% $Id: lfehow.Rnw 1796 2015-11-12 13:10:20Z sgaure $
\documentclass{amsart}
%\VignetteEngine{knitr::knitr}
%\VignetteIndexEntry{How lfe works}
%\VignetteKeyword{Multiple Fixed Effects}
%\VignetteKeyword{Kaczmarz Method}
%\VignetteKeyword{Method of Alternating Projections}

\usepackage[utf8]{inputenc}

\newcommand{\strong}[1]{{\normalfont\fontseries{b}\selectfont #1}}
\let\pkg=\strong
\newcommand\code{\bgroup\@codex}
\def\@codex#1{{\normalfont\ttfamily\hyphenchar\font=-1 #1}\egroup}

\newcommand{\bma}{\begin{bmatrix}}
\newcommand{\ema}{\end{bmatrix}}



\title{How \pkg{lfe} works}

\author{Simen Gaure}
\address{Ragnar Frisch Centre for Economic Research, Oslo, Norway}
\date{March 25, 2011, update in May 2013}

\begin{document}
\begin{abstract}
Here is a proof for the demeaning method used in \pkg{lfe}, and a description
of the methods used for solving the residual equations.  As well as
a toy-example.
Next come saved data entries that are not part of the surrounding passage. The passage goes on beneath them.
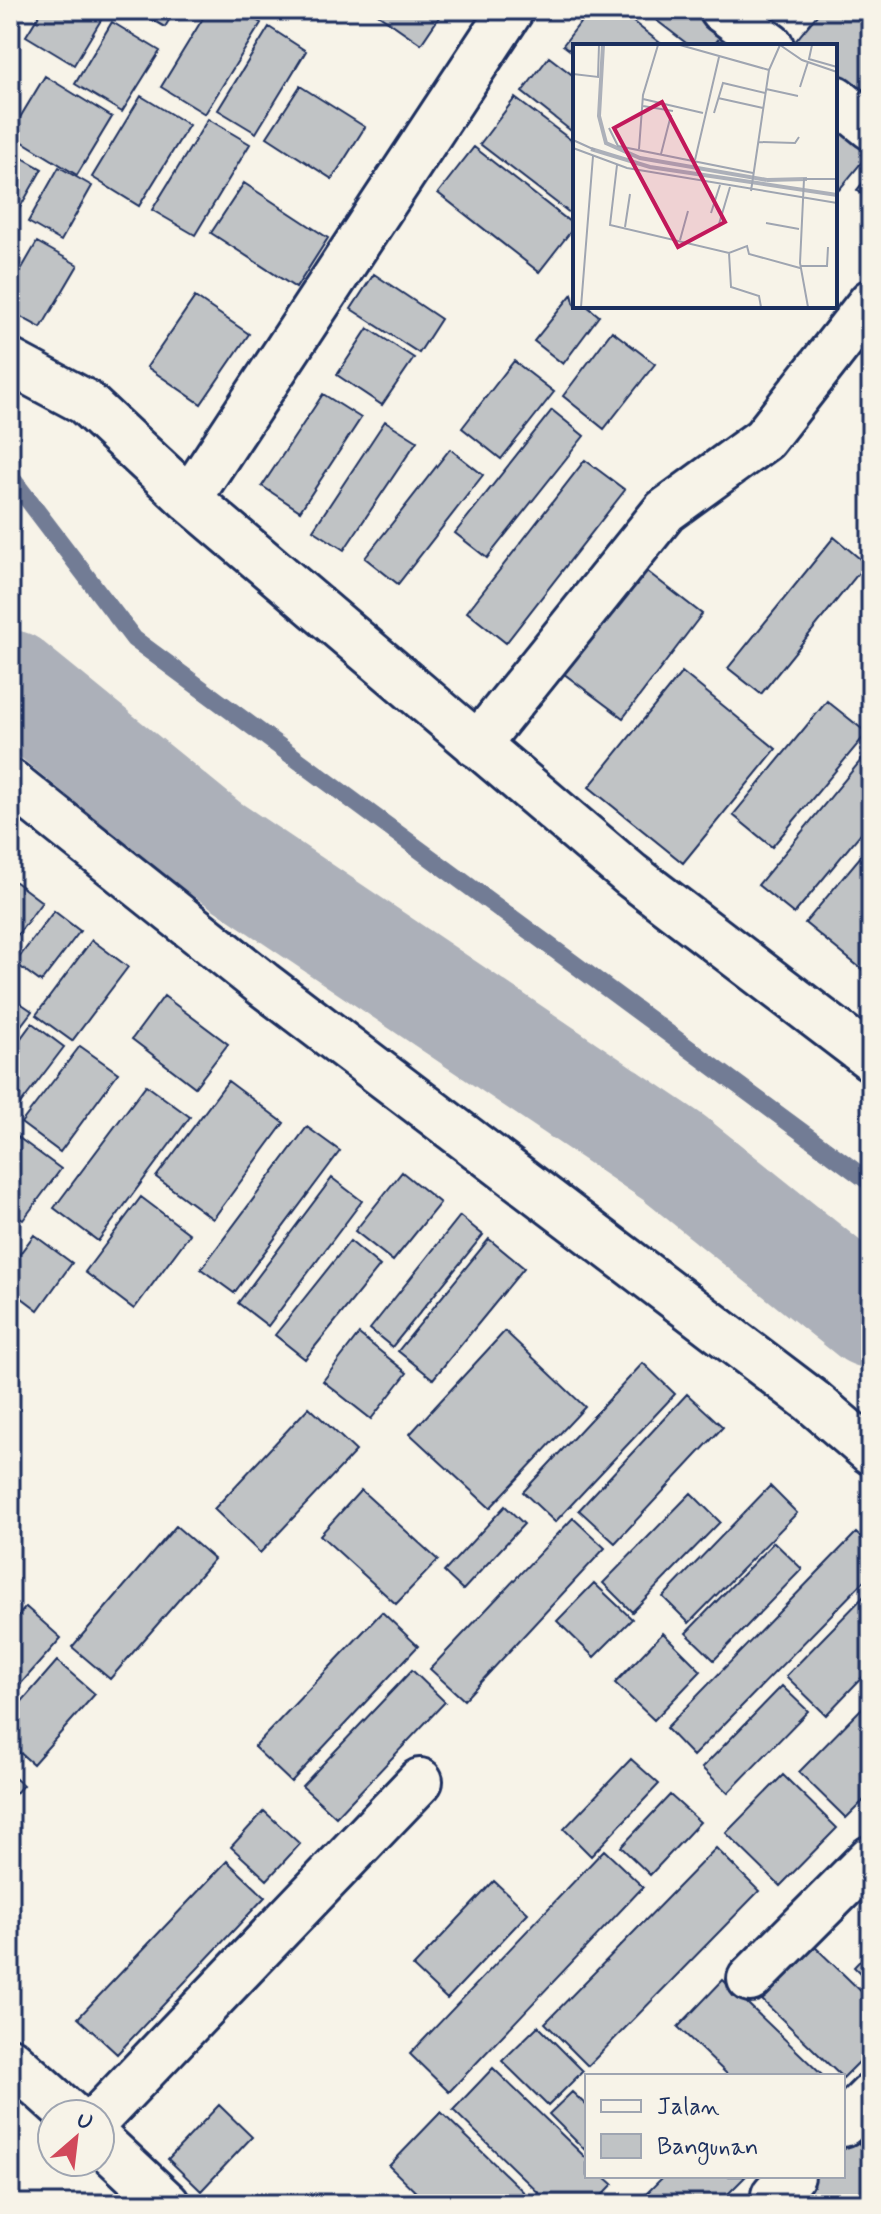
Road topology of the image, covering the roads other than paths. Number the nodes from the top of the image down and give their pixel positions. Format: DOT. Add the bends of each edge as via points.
graph roads {
  1 [pos="511,10"];
  2 [pos="722,10"];
  3 [pos="768,44"];
  4 [pos="837,100"];
  5 [pos="871,127"];
  6 [pos="871,302"];
  7 [pos="10,362"];
  8 [pos="189,499"];
  9 [pos="477,745"];
  10 [pos="10,782"];
  11 [pos="871,1058"];
  12 [pos="871,1452"];
  13 [pos="420,1781"];
  14 [pos="871,1858"];
  15 [pos="750,1979"];
  16 [pos="10,2060"];
  17 [pos="871,2096"];
  18 [pos="52,2098"];
  19 [pos="116,2099"];
  20 [pos="845,2122"];
  21 [pos="116,2156"];
  22 [pos="167,2204"];
  1 -- 8 [label="street"];
  2 -- 3 [label="street"];
  4 -- 5 [label="street"];
  6 -- 9 [label="street" via="764,439 665,511"];
  7 -- 8 [label="street" via="85,402"];
  8 -- 9 [label="street"];
  9 -- 11 [label="street" via="631,875"];
  10 -- 12 [label="street" via="263,984 666,1287"];
  13 -- 19 [label="street"];
  14 -- 15 [label="street"];
  16 -- 18 [label="street"];
  17 -- 20 [label="street"];
  21 -- 22 [label="street"];
}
This is a preliminary version of \cite{GS13}.
This method, formulated as the Gauss-Seidel algorithm, was noted in \cite{GP10} without the
author noticing it in the first version of this paper.
\end{abstract}
\maketitle



\section{Introduction}
We assume we have an OLS model in matrix form
\begin{equation}\label{osys}
 Y = X\beta + D\alpha + \epsilon
\end{equation}
where \(X\) is a \((n \times k)\)-matrix, and \(D\) is a \((n \times g)\)-matrix. 
\(D\) is a set of dummies for \(e\) category variables.  I.e. \(D\) is a block matrix,
\(D = \bma D_1 & D_2 & \cdots & D_e\ema\).  That is, the entries of
each \(D_i\) consists of \(0\) and \(1\), with only one non-zero
entry per row.  These are the dummies from a single factor, one column per level.
Hence, the columns of each \(D_i\) are pairwise
orthogonal.  Though, in general, \(D_i\) is not orthogonal to \(D_j\) for 
\(i\ne j\).

That is, in R the model will be
<<eval=FALSE>>=
Y ~ X1 + X2 + ... + Xk + D1 + D2 + ... + De
@ 
where \code{D1, D2, ..., De} are arbitrary factors.  I.e. an entirely
ordinary model which may easily be estimated by \code{lm}, or with
sparse-versions of the same.

\(g\) is the sum of the number of levels in the factors.
Now, suppose \(g\approx 10^6\), indeed, assume that all the factors
have many levels, so that an unmanageable number of dummies will be created
when we try to estimate, even if we sweep out the largest with a within
transformation.

Then, we must do the math.
Let's write the model in a slightly different block matrix form, to get
hold of some facts of the Frisch-Waugh-Lovell theorem:
\[
  Y = \bma X & D \ema \bma \beta \\ \alpha\ema + \epsilon
\]
We get the normal equations
\[
\bma X & D\ema' \bma X & D\ema \bma\hat\beta\\ \hat\alpha\ema= \bma X& D\ema' Y
\]
which, when multiplied out, become
\[
\bma
X'X & X'D \\
D'X & D'D \\
\ema
\bma \hat\beta \\ \hat\alpha \ema = 
\bma X' \\ D' \ema Y
\]

We then write them as two rows

\begin{align}
&X'X \hat\beta + X'D\hat \alpha = X'Y \label{row1}\\
&D'X \hat\beta + D'D\hat \alpha = D'Y \label{row2},
\end{align}
and assume, for a moment, that we have removed sufficient reference levels
from \(D\), so that \(D'D\) is invertible.
Now, multiply through equation \eqref{row2} with \(X'D (D'D)^{-1}\)
and subtract equation \eqref{row1} from \eqref{row2}.  
This removes the \(\hat\alpha\)-term from \eqref{row2}.
We then name \(P = I - D(D'D)^{-1}D'\) to get
\[
X'PX \hat\beta = X'PY.
\]

Now, note that \(P\) is a projection, i.e. \(P = P' = P^2\), hence
we have \(X'PX = X'P'PX = (PX)'PX\) and \(X'PY = X'P'PY = (PX)'PY\)
which yields
\begin{equation}\label{pnorm}
(PX)'PX \hat\beta = (PX)'PY
\end{equation}
which is the normal equation of the system
\begin{equation}\label{psys}
PY = PX\beta + P\epsilon.
\end{equation}

That is, \(\hat\beta\) may be estimated from
system \eqref{psys}, with the dummies removed, taking into account
the adjusted degrees of freedom when computing the covariance matrix.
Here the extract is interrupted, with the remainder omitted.